Wenn die kurze Pinkelpause zur Mutprobe wird – dann befindet man sich vermutlich auf einem der vielen heruntergekommenen Rastplätze an deutschen Autobahnen. Das legt eine neue Stichprobe des ADAC nahe. Dabei vergab der Verkehrsclub bei fast der Hälfte (46 Prozent) der 50 getesteten Anlagen die Note mangelhaft oder sehr mangelhaft, wie er mitteilte.

Gut war nicht einmal jeder fünfte (18 Prozent), sehr gut kein einziger Rastplatz.
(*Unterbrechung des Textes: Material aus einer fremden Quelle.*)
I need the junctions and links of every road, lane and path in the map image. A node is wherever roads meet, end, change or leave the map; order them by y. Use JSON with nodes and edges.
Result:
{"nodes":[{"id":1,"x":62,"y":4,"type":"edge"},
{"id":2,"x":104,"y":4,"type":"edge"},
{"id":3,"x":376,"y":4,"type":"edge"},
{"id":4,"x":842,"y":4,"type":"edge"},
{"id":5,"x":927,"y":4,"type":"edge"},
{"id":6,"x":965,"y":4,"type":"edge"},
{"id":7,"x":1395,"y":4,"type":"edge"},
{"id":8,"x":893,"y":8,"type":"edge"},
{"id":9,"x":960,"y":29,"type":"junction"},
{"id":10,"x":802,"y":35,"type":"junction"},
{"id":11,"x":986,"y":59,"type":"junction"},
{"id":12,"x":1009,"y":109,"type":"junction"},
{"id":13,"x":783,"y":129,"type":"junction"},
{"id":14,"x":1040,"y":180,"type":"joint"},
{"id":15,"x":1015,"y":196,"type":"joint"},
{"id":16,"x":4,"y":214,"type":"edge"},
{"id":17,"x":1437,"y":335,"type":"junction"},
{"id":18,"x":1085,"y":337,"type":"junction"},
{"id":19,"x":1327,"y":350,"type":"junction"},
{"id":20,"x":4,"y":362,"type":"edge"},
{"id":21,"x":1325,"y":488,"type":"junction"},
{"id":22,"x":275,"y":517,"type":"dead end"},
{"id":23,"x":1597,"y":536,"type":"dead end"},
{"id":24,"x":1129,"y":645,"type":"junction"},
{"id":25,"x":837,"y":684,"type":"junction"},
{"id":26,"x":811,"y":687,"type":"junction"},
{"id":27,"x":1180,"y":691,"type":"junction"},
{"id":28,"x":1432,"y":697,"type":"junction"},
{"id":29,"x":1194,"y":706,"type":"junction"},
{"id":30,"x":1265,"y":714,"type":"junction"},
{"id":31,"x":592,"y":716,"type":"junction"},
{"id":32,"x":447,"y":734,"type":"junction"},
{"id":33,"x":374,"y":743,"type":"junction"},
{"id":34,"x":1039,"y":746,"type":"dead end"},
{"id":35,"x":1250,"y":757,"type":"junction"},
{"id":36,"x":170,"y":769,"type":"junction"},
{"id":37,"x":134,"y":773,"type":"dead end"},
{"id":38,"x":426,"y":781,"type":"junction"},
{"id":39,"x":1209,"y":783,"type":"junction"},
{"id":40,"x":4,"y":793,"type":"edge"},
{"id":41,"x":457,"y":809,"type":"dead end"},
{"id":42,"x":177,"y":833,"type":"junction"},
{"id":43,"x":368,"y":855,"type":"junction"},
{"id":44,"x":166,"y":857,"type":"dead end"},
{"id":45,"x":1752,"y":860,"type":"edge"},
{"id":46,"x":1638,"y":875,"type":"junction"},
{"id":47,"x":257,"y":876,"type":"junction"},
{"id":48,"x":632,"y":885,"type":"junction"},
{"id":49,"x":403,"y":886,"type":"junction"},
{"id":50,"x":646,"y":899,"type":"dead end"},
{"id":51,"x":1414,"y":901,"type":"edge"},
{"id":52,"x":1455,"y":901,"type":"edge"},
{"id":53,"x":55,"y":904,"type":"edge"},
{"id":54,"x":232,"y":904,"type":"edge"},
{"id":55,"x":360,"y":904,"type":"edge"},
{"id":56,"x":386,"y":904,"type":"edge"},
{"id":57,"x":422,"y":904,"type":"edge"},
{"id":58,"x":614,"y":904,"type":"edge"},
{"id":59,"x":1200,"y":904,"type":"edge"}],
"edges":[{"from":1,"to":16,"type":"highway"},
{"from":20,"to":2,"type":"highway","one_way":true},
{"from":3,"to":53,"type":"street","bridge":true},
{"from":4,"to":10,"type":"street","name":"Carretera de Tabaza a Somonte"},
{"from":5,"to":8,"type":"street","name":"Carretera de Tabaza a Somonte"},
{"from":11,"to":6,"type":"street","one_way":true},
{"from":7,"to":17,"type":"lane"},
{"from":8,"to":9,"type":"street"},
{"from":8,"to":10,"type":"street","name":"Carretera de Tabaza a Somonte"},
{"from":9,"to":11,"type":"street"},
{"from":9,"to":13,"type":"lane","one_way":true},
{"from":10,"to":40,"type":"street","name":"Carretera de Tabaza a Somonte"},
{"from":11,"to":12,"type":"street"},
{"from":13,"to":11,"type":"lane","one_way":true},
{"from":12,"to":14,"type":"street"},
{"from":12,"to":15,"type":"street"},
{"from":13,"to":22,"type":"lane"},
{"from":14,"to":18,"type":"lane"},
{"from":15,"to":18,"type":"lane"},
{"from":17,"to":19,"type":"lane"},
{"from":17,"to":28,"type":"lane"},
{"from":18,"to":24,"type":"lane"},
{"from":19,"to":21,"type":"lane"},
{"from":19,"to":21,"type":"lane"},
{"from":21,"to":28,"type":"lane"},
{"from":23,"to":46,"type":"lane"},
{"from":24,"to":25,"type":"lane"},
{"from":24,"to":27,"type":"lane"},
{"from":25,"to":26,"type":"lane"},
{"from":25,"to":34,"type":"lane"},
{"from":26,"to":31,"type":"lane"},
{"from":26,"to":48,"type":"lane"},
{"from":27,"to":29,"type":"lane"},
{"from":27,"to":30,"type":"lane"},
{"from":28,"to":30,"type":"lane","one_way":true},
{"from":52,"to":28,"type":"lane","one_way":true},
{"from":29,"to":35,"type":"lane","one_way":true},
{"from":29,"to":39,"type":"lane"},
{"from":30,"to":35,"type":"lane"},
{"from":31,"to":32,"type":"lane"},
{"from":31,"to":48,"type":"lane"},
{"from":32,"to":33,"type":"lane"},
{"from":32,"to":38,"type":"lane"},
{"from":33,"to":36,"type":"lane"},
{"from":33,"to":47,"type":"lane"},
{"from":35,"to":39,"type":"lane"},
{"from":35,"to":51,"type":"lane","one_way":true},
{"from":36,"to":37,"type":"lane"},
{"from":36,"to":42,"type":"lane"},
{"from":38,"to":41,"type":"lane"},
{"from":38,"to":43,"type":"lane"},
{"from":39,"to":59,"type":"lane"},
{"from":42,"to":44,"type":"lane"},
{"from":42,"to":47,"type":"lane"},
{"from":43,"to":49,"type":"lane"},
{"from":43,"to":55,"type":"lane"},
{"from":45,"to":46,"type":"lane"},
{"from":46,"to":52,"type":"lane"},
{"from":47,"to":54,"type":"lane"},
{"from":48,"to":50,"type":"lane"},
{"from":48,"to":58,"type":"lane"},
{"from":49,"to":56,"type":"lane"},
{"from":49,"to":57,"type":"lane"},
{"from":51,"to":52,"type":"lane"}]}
Getestet wurden unbewirtschaftete Rastplätze – keine bewirtschafteten Raststätten oder Autobahn-Tankstellen.Vor allem die Toilettenanlagen zogen die Bewertung nach unten. Hier gab es in fast zwei Drittel der Fälle ein mangelhaft oder sehr mangelhaft. Teilweise waren laut ADAC die Toiletten gesperrt oder kein Toilettenpapier vorhanden, oft fehlten Seifenspender, Handtrockner funktionierten nicht, und vielfach ließ die Sauberkeit zu wünschen übrig.

»Auch der bauliche Zustand und die Ausstattung der barrierefreien Toiletten entsprechen oft nicht den Erwartungen«, heißt es vom ADAC. »Damit erweisen sich die Sanitäranlagen als zentrale Schwachstelle unbewirtschafteter Rastplätze, sind aber gleichzeitig der häufigste Grund für deren Nutzung.«Zudem sieht der ADAC eine klare Abwärtstendenz. Die jetzt getesteten Anlagen waren im Jahr 2022 schon einmal geprüft worden. Damals waren noch 40 Prozent gut bewertet worden. Zwei Drittel der Anlagen verschlechterten sich, nicht einmal jede zehnte konnte ihr Ergebnis verbessern.Doch nicht überall schneiden die Anlagen schlecht ab: In der Kategorie Verkehr und Parken gibt es im Schnitt die Note gut. Die meisten Rastplätze seien verkehrssicher angelegt, es gebe aber Verbesserungsbedarf bei Stellplätzen für Autos mit Anhängern, Gespanne und Wohnmobile.